A Dirge to Thankgod Onukwube Ofoelue

TDThe earthworm finds its path through the soil by obeying the laws of nature. You obeyed every law that mattered — the law of friendship, the law of courage, the law of truth. The earth receives you as its own.
Ilo na asi na egwu ani, ofo na ogu enwelu nkpochi — when the enemy sets his traps and lays his snarls across the earth, it is uprightness, clear conscience, and the invincible armour of justice that stand as shield, rampart, and fortress for the righteous man.
And yet — o bu ofo ka idide ji awa ani — even the earthworm, humble and unhurried, finds its passage through the darkest soil by obeying the ancient laws of nature and its eternal ordinance.
You, my brother, lived by that law.
You honoured it. You embodied it.
And now they lower you into it.
That you are being lowered today is too strange. Too bizarre. Too soon.
Nwanne m — my brother — oburo nu ka anyi si kpa. This was not the plan.
This was not the arrangement we made
when we were young men full of fire and future,
standing on the threshold of the world
and daring it to give us its worst.
I understand, in the mind that reasons,
that death is a journey that every mortal must embark upon —
a road that was paved before we were born,
stretching from the first breath to the last.
But you, my brother — i hapukazi osiso,
You left too early, when the dew was still on the grass
and the day had barely begun to speak.
I find myself asking the air: why were you in such a haste?
What appointment called you away so suddenly,
so completely, without warning or farewell?
And then I remember — onwueyiagba.
Death does not send notice.
Death does not book appointments.
Death arrives as death always arrives —
uninvited, unannounced, and utterly indifferent
to the grief it leaves behind.
We crossed paths at the Great University of Benin —
that crucible of minds, that forge of destinies.

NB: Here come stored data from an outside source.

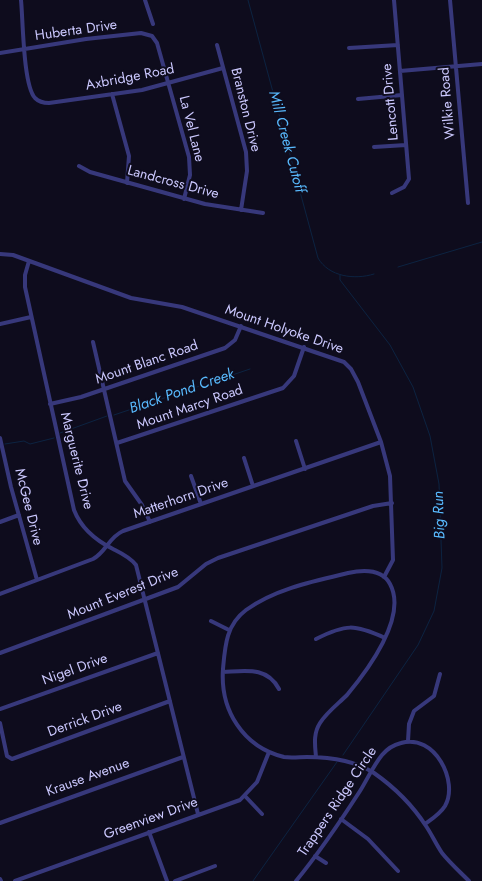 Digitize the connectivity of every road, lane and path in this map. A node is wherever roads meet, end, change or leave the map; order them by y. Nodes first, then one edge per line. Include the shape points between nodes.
1 (21, 0) edge
2 (145, 0) edge
3 (394, 0) edge
4 (450, 0) edge
5 (153, 24) dead end
6 (153, 38) joint
7 (217, 45) dead end
8 (398, 45) junction
9 (349, 48) dead end
10 (24, 50) junction
11 (0, 53) edge
12 (482, 64) edge
13 (456, 67) junction
14 (223, 68) junction
15 (400, 71) junction
16 (168, 84) junction
17 (112, 94) junction
18 (402, 95) junction
19 (358, 99) dead end
20 (406, 144) junction
21 (374, 147) dead end
22 (79, 166) dead end
23 (127, 182) junction
24 (392, 193) dead end
25 (184, 199) junction
26 (468, 203) dead end
27 (241, 210) junction
28 (263, 213) dead end
29 (0, 254) edge
30 (29, 261) junction
31 (31, 317) junction
32 (0, 324) edge
33 (241, 326) junction
34 (93, 342) dead end
35 (304, 347) junction
36 (104, 390) junction
37 (50, 404) junction
38 (0, 438) edge
39 (296, 441) dead end
40 (380, 442) junction
41 (117, 443) junction
42 (244, 458) dead end
43 (6, 465) junction
44 (0, 467) edge
45 (305, 469) junction
46 (191, 476) dead end
47 (253, 486) junction
48 (392, 503) junction
49 (201, 504) junction
50 (19, 515) junction
51 (0, 522) edge
52 (150, 522) junction
53 (106, 546) junction
54 (384, 577) junction
55 (37, 580) junction
56 (0, 594) edge
57 (145, 599) junction
58 (211, 621) dead end
59 (230, 630) junction
60 (385, 638) junction
61 (316, 639) dead end
62 (0, 653) edge
63 (158, 653) junction
64 (223, 672) junction
65 (440, 674) dead end
66 (279, 689) dead end
67 (170, 701) junction
68 (0, 709) edge
69 (0, 724) edge
70 (408, 741) junction
71 (270, 752) junction
72 (183, 757) junction
73 (316, 757) junction
74 (372, 772) junction
75 (245, 796) junction
76 (198, 814) junction
77 (262, 814) dead end
78 (341, 819) junction
79 (0, 823) edge
80 (425, 824) junction
81 (149, 832) junction
82 (315, 856) junction
83 (326, 863) dead end
84 (215, 866) dead end
85 (398, 871) dead end
86 (15, 881) edge
87 (167, 881) edge
88 (175, 881) edge
89 (296, 881) edge
90 (469, 881) edge

1 - 10 street
2 - 5 street
3 - 8 street, Lencott Drive
4 - 13 street, Wilkie Road
6 - 10 street, Huberta Drive via 141,33
6 - 16 street, La Vel Lane
7 - 14 street, Branston Drive
8 - 9 street
8 - 15 street, Lencott Drive
10 - 11 street, Huberta Drive
10 - 17 street, Axbridge Road via 32,92 40,102
12 - 13 street
13 - 15 street
13 - 26 street, Wilkie Road
14 - 16 street, Axbridge Road
14 - 27 street, Branston Drive via 246,152 247,171
15 - 18 street, Lencott Drive
16 - 17 street, Axbridge Road
16 - 25 street, La Vel Lane via 190,166
17 - 23 street via 129,156
18 - 19 street
18 - 20 street, Lencott Drive
20 - 21 street
20 - 24 street, Lencott Drive via 408,182
22 - 23 street, Landcross Drive
23 - 25 street, Landcross Drive
25 - 27 street, Landcross Drive
27 - 28 street, Landcross Drive
29 - 30 street, Mount Holyoke Drive
30 - 31 street, Marguerite Drive via 24,282
30 - 33 street, Mount Holyoke Drive via 131,298 182,308
31 - 32 street
31 - 37 street, Marguerite Drive
33 - 35 street, Mount Holyoke Drive
33 - 36 street, Mount Blanc Road via 235,340 226,348
34 - 36 street
35 - 40 street, Mount Holyoke Drive via 340,360 351,369
35 - 41 street, Mount Marcy Road via 294,376 283,388
36 - 37 street, Mount Blanc Road
36 - 41 street
37 - 53 street, Marguerite Drive via 74,510 87,531
38 - 43 street, McGee Drive
39 - 45 street
40 - 45 street, Matterhorn Drive
40 - 48 street, Mount Holyoke Drive via 388,466
41 - 52 street via 126,484
42 - 47 street
43 - 44 street
43 - 50 street, McGee Drive
45 - 47 street, Matterhorn Drive
46 - 49 street
47 - 49 street, Matterhorn Drive
48 - 54 street, Mount Holyoke Drive via 393,560
48 - 57 street, Mount Everest Drive via 374,506 218,558 202,567 184,584
49 - 52 street, Matterhorn Drive
50 - 51 street
50 - 55 street, McGee Drive
52 - 53 street, Matterhorn Drive via 117,533
53 - 55 street, Matterhorn Drive via 93,559
53 - 57 street, Marguerite Drive via 134,562
54 - 59 street via 368,570 312,582 251,607 237,618
54 - 60 street via 391,586 395,602
55 - 56 street, Matterhorn Drive
57 - 62 street, Mount Everest Drive
57 - 63 street, Marguerite Drive
58 - 59 street
59 - 64 street
60 - 61 street via 352,627 339,628
60 - 73 street via 360,679 320,722 315,738
63 - 67 street, Marguerite Drive
63 - 68 street, Nigel Drive
64 - 66 street via 259,671 272,678
64 - 71 street via 234,722 248,740
65 - 70 street via 434,696 417,707 412,715
67 - 69 street, Derrick Drive via 9,758
67 - 72 street, Marguerite Drive
70 - 74 street, Trappers Ridge Circle via 386,750
70 - 80 street via 426,745 435,752 443,764 448,788 444,807
71 - 73 street via 286,757
71 - 75 street, Greenview Drive via 257,782
72 - 76 street, Marguerite Drive
72 - 79 street, Krause Avenue
73 - 74 street via 339,759
74 - 78 street, Trappers Ridge Circle
74 - 80 street via 402,797
75 - 76 street, Greenview Drive
75 - 77 street
76 - 81 street, Greenview Drive
78 - 82 street, Trappers Ridge Circle
78 - 85 street via 368,839
80 - 90 street via 442,853
81 - 86 street, Greenview Drive
81 - 87 street
82 - 83 street
82 - 89 street, Trappers Ridge Circle
84 - 88 street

The point of convergence was no accident.
It was ideology. It was philosophy.
It was thresh restless, brilliant minds
recognising each other across a crowded room
the way kindred spirits always do —
instantly, instinctively, irrevocably.
You were at the Department of English,
where language was your laboratory
and words were the instruments of your intellect.
While the Great Chameleon — Oluchukwu Egbonwachi Jacobs and myself —
were in the Department of Religion,
wrestling with the eternal questions
that only the brave dare to ask.
Together, the three of us formed a triumvirate —
a brotherhood so strong, so forged in conviction and camaraderie,
that we delivered Chukwuemeka Agbugba
as the President of the Faculty of Arts of the University of Benin; against all odds.
We were young. We were fearless.
We believed we could rearrange the world —
and for a season, we did.
You were an embodiment of courage.
Not the performative courage of men who shout,
but the quiet, deep, unshakeable courage
of a man who has looked at the world clearly
and decided to tell the truth about what he sees.
You were resilient — resilient in the way that great trees are resilient —
not by refusing to bend,
but by bending without breaking,
by returning upright every time the storm had passed.
You were a scholar of repute —
a man for whom the life of the mind was not a career
but a calling, a consecration,
a daily act of devotion to knowledge and to truth.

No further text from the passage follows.